● **WHAT IS NEEDED**
All lines in the data that hold the word "roads" need copying.

Saved entries
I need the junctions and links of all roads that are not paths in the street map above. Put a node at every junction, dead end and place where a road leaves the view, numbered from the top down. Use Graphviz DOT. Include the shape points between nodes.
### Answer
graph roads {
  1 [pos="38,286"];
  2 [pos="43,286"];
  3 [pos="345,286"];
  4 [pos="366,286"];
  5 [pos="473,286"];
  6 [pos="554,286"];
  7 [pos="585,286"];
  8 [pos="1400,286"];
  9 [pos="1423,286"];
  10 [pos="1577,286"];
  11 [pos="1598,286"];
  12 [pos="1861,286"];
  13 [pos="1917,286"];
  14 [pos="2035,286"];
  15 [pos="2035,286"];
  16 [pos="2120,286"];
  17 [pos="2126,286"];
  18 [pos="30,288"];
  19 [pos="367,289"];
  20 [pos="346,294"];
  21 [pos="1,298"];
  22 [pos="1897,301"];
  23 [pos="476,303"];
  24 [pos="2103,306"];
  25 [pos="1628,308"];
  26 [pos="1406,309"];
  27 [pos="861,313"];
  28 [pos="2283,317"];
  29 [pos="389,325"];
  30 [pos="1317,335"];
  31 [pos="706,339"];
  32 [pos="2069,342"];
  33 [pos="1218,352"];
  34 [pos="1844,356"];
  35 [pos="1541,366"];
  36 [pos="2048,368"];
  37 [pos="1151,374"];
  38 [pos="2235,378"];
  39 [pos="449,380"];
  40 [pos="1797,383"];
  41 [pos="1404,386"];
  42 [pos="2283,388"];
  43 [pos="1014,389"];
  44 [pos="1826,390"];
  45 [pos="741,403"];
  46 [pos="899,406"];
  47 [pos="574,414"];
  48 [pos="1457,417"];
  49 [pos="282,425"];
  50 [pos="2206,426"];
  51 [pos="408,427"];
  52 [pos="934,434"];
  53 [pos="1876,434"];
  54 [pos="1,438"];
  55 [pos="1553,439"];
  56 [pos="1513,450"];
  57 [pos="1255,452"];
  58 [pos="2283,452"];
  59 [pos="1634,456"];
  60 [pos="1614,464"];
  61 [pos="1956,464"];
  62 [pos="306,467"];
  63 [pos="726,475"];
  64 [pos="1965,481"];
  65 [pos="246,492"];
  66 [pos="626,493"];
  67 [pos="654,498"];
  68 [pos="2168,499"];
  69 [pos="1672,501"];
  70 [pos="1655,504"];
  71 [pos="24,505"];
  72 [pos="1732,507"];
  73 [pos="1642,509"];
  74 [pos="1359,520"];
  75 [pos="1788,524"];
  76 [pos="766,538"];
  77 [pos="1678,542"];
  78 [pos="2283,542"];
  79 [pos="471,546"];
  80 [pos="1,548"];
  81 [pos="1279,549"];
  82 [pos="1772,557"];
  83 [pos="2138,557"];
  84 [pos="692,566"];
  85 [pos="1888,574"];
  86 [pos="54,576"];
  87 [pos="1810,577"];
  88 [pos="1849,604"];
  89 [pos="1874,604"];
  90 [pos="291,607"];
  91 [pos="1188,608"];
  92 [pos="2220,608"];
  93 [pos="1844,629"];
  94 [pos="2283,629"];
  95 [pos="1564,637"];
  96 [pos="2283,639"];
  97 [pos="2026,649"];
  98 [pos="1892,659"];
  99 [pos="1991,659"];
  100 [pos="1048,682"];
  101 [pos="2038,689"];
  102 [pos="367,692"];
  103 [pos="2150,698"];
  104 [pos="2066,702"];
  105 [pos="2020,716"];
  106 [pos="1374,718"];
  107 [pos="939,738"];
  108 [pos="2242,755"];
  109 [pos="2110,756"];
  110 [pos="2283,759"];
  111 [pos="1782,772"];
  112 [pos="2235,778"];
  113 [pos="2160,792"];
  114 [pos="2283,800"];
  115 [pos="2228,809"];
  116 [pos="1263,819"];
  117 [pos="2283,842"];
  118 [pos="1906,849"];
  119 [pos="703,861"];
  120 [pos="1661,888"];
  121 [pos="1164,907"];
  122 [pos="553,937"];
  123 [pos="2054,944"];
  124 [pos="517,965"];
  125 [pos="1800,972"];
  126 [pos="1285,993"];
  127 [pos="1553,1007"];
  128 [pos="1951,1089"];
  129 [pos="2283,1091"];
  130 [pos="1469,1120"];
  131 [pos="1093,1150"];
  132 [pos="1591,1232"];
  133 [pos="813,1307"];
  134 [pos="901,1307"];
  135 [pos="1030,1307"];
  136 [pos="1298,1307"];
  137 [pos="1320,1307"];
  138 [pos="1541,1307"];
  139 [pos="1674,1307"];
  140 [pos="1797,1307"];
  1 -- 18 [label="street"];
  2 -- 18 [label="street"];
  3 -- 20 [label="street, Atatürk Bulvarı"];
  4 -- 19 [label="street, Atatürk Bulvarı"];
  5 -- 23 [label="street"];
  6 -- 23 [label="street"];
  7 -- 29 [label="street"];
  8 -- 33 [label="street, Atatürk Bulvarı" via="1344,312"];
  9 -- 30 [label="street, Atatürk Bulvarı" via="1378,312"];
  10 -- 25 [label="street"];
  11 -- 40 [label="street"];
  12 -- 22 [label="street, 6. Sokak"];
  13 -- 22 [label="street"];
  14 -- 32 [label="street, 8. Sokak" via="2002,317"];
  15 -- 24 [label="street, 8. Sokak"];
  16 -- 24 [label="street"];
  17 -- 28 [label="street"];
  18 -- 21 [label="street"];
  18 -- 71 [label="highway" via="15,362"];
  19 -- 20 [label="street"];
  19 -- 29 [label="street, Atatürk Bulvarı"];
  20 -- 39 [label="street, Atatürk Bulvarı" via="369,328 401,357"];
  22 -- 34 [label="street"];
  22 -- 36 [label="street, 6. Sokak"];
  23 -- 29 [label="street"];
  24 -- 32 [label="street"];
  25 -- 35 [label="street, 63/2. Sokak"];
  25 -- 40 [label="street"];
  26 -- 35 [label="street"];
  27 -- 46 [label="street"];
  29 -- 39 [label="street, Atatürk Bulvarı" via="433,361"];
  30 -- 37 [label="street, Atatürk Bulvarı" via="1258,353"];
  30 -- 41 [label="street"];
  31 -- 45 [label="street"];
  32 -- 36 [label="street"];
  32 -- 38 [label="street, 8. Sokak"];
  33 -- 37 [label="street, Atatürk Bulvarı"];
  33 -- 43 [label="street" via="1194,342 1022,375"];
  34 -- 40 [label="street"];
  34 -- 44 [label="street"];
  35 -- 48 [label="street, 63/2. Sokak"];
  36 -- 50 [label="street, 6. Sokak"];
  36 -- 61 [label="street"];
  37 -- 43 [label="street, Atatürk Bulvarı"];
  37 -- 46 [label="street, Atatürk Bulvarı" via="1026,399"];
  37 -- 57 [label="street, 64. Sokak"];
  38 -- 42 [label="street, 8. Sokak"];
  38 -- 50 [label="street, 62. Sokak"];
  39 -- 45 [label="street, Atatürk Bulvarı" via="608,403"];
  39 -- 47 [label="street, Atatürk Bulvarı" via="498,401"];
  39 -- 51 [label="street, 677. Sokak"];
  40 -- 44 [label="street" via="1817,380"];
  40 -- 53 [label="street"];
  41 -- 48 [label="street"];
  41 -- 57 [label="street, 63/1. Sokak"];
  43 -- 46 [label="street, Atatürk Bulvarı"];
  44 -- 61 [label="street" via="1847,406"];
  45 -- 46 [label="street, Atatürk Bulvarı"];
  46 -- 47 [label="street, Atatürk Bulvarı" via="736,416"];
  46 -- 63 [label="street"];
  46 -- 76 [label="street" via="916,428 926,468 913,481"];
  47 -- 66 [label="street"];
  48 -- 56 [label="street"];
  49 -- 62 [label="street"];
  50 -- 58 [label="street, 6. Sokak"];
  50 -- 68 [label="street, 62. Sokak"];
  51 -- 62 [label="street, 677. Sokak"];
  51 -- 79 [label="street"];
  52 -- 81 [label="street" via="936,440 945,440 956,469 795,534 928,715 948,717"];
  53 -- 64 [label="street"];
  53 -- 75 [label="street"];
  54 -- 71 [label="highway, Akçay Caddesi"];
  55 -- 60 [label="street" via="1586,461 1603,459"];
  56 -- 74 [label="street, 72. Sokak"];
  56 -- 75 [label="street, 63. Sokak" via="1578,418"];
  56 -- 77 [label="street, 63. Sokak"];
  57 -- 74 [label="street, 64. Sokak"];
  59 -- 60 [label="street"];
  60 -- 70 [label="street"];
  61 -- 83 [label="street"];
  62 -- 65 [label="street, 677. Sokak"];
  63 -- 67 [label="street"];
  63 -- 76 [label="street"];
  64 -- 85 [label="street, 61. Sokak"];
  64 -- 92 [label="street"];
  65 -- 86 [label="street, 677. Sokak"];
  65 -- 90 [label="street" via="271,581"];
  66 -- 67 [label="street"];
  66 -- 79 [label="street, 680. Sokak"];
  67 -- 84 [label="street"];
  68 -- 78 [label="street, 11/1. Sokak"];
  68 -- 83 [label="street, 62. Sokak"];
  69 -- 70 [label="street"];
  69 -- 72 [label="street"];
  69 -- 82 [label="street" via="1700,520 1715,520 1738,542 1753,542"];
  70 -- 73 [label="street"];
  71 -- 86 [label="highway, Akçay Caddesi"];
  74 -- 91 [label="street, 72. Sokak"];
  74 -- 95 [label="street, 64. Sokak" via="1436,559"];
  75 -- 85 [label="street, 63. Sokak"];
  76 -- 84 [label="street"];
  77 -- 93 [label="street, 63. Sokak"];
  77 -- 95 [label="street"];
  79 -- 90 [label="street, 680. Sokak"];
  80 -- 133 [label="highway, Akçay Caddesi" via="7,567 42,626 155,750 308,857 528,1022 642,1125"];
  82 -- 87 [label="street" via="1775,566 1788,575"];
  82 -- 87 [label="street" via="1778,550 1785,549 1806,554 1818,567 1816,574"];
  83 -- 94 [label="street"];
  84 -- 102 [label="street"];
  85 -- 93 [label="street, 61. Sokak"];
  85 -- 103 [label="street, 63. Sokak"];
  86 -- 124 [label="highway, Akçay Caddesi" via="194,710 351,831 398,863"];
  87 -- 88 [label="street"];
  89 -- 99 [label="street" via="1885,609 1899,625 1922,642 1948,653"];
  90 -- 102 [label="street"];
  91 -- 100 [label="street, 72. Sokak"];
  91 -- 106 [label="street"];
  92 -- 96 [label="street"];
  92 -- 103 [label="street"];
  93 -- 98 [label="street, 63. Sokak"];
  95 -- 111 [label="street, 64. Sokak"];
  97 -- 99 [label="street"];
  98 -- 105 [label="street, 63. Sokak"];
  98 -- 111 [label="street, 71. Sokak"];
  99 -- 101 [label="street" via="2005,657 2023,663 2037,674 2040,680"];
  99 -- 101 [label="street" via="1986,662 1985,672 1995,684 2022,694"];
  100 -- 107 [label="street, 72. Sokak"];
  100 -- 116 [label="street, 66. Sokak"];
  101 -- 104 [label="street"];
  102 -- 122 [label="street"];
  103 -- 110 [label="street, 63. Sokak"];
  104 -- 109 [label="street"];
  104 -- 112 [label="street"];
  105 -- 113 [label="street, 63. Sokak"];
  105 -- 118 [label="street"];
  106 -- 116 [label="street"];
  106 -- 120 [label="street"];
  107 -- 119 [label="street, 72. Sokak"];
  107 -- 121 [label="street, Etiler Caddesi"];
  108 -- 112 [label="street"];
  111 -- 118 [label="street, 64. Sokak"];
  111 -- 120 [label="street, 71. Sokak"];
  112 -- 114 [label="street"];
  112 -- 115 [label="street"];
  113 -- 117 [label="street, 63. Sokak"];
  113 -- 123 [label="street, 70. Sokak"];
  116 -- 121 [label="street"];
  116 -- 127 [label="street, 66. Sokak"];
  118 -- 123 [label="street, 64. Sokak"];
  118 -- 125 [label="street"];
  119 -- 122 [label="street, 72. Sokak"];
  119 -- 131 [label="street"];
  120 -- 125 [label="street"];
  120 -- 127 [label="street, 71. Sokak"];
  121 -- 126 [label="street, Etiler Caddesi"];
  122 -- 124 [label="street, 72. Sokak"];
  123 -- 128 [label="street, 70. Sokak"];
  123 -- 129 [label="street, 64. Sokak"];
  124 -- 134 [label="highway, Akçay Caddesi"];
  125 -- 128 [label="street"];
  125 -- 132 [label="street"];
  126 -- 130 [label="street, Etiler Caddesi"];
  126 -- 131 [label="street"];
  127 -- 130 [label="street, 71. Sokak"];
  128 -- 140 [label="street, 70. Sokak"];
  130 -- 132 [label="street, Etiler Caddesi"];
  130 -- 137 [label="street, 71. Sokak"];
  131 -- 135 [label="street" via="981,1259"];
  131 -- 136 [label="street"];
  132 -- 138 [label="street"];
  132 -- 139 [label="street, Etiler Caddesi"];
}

● **SOLUTION FOR THIS EXERCISE**
I need the junctions and links of all roads that are not paths in the street map above. Put a node at every junction, dead end and place where a road leaves the view, numbered from the top down. Use Graphviz DOT. Include the shape points between nodes.
graph roads {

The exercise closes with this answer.